-- Provided information --
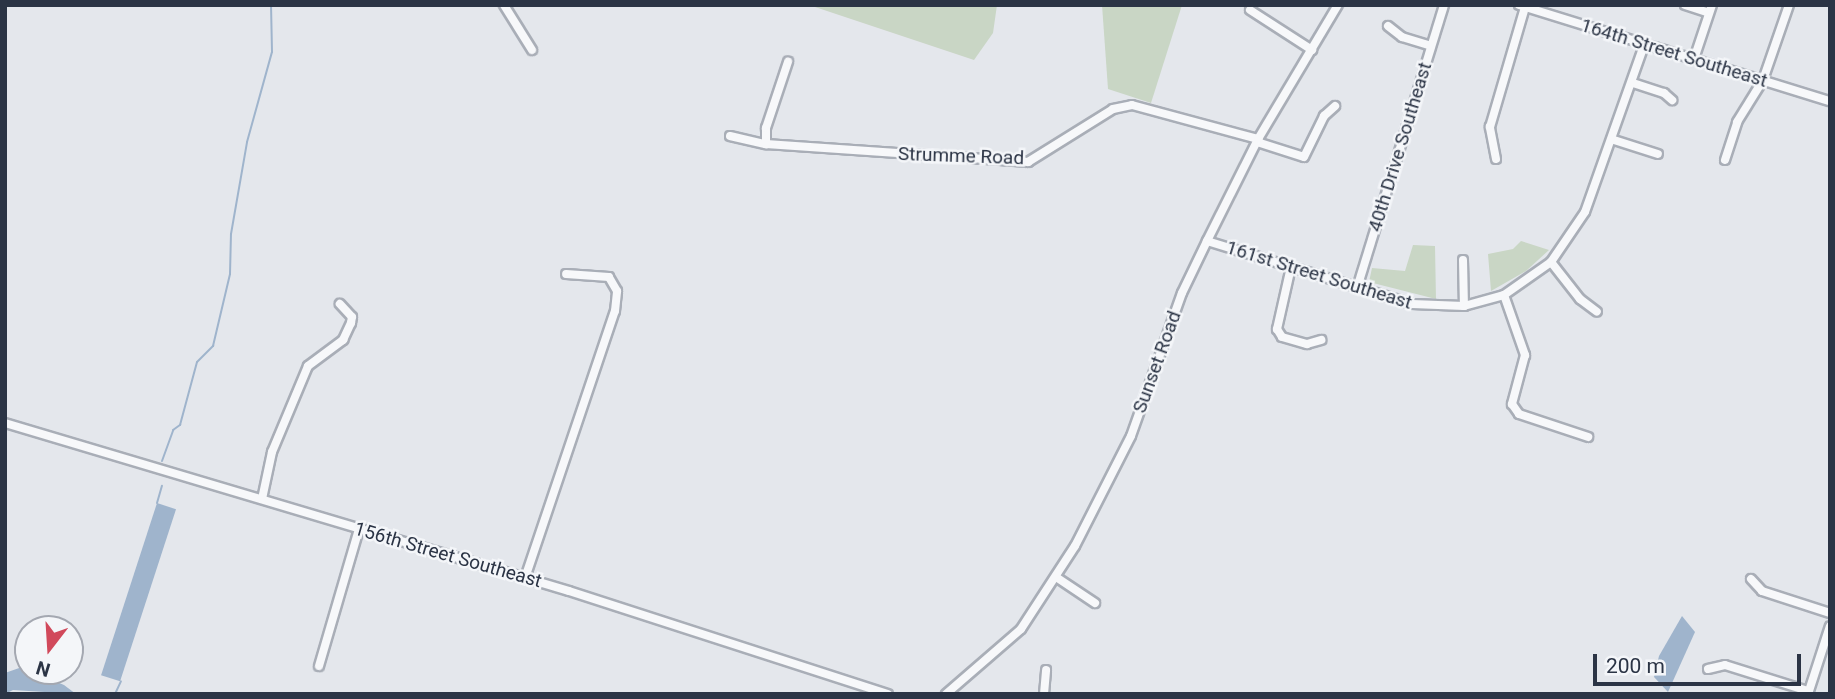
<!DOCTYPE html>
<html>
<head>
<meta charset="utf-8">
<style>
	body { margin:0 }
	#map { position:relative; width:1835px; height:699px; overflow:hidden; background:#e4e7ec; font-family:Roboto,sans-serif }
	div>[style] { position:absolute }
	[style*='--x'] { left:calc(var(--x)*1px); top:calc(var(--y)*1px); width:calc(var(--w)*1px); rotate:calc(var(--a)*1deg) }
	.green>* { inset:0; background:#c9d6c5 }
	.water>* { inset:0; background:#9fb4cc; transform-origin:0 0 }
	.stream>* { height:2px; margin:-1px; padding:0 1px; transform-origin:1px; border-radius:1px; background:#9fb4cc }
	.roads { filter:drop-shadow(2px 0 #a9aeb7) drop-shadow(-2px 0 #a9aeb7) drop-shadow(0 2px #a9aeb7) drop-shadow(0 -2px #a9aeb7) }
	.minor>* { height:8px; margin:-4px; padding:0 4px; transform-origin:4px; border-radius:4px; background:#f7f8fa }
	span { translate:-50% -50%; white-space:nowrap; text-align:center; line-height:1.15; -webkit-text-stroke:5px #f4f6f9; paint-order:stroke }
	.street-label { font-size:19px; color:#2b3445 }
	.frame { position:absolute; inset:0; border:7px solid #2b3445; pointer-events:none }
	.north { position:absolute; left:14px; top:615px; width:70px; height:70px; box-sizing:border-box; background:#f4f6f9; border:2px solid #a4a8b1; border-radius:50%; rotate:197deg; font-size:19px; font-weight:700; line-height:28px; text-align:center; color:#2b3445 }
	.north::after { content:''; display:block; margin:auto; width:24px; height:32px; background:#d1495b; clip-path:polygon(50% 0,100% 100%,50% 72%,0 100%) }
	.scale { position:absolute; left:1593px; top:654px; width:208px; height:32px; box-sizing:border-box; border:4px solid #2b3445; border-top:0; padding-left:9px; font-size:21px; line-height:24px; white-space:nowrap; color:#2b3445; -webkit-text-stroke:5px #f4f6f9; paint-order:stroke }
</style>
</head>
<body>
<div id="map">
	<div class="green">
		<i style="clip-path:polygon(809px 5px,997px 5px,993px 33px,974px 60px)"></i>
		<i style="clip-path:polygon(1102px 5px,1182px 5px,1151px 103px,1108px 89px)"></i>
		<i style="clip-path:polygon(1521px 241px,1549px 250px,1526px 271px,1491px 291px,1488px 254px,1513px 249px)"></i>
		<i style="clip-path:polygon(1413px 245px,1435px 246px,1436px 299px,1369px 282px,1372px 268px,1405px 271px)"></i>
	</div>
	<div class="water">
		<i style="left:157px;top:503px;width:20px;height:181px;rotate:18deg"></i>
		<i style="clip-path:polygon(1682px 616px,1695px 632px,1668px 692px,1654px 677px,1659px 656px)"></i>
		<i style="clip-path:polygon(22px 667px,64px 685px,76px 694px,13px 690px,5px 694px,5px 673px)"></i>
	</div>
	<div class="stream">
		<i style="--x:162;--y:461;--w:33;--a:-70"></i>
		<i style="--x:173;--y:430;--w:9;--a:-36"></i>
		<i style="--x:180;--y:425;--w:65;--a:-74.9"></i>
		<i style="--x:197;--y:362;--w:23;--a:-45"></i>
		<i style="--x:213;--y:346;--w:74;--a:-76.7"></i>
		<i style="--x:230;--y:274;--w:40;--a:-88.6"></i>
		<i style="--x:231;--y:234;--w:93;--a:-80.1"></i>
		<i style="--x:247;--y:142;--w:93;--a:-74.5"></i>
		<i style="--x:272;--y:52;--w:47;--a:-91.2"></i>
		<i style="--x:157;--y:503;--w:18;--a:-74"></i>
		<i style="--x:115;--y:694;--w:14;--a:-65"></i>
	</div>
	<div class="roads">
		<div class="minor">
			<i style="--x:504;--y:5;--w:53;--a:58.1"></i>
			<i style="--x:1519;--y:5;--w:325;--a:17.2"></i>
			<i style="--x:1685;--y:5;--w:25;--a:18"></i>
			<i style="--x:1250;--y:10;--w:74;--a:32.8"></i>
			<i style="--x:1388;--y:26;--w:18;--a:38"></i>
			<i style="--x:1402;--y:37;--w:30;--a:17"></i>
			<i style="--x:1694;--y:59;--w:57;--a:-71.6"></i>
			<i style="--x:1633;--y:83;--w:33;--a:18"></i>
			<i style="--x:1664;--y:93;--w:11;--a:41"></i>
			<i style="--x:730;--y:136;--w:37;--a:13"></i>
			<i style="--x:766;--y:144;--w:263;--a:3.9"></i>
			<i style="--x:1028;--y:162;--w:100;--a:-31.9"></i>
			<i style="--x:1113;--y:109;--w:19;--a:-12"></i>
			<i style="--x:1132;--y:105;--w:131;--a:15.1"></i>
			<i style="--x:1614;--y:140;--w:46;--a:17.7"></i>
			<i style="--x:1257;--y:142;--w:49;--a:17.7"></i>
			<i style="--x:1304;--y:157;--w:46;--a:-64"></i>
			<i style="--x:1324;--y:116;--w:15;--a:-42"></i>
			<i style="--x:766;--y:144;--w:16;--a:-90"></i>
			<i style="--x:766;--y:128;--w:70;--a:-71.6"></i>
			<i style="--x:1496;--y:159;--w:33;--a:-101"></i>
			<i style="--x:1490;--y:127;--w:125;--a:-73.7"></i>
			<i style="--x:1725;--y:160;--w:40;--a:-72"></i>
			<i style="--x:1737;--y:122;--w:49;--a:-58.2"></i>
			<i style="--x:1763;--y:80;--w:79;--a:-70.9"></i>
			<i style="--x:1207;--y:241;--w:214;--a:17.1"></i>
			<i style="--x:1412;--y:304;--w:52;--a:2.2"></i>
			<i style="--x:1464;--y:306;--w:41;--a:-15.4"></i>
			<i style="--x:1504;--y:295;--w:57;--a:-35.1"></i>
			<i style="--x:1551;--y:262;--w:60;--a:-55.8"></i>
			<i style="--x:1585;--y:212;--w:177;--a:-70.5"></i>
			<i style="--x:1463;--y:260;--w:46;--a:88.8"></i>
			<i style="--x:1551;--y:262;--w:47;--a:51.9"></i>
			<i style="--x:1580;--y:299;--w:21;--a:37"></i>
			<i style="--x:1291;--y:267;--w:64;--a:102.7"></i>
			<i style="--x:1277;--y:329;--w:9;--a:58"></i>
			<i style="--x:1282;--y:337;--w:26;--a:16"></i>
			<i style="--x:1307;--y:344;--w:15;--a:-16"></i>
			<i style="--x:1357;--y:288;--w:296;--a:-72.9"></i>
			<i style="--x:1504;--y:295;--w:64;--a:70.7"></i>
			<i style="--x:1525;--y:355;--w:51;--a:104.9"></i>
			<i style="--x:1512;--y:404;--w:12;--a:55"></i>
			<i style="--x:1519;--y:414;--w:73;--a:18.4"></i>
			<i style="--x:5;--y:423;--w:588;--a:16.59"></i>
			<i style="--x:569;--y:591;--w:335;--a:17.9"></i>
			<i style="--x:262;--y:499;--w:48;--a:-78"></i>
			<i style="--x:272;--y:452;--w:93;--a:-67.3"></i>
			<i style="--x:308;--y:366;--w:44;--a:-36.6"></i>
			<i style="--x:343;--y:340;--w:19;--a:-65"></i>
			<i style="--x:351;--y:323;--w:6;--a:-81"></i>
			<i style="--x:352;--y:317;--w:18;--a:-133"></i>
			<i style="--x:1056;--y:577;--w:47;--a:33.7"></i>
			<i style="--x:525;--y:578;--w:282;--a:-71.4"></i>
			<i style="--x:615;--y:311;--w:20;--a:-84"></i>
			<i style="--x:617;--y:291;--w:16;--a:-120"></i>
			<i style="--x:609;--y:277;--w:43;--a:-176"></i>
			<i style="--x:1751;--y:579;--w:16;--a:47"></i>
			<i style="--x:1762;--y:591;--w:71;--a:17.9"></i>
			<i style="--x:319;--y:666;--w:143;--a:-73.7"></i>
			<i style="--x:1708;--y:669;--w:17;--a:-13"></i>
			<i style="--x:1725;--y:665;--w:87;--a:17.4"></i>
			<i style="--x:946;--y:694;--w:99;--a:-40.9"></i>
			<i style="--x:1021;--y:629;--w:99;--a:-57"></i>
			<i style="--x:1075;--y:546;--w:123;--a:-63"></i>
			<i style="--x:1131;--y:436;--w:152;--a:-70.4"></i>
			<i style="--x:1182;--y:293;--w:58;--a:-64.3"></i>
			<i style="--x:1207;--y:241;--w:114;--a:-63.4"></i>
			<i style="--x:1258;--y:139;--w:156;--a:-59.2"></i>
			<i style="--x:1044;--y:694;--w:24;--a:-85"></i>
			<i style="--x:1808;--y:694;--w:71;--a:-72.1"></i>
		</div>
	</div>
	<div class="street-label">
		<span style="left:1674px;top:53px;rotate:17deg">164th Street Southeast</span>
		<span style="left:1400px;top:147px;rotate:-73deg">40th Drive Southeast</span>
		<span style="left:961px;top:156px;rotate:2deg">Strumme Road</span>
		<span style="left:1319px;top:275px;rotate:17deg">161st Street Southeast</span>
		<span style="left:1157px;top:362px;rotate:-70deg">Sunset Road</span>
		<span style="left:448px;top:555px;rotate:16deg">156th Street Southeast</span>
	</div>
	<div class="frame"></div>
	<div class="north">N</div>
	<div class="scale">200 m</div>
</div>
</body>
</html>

-- Directions --
A single number is expected: how many lines in the records contain the string "water".

-- Completed task --
2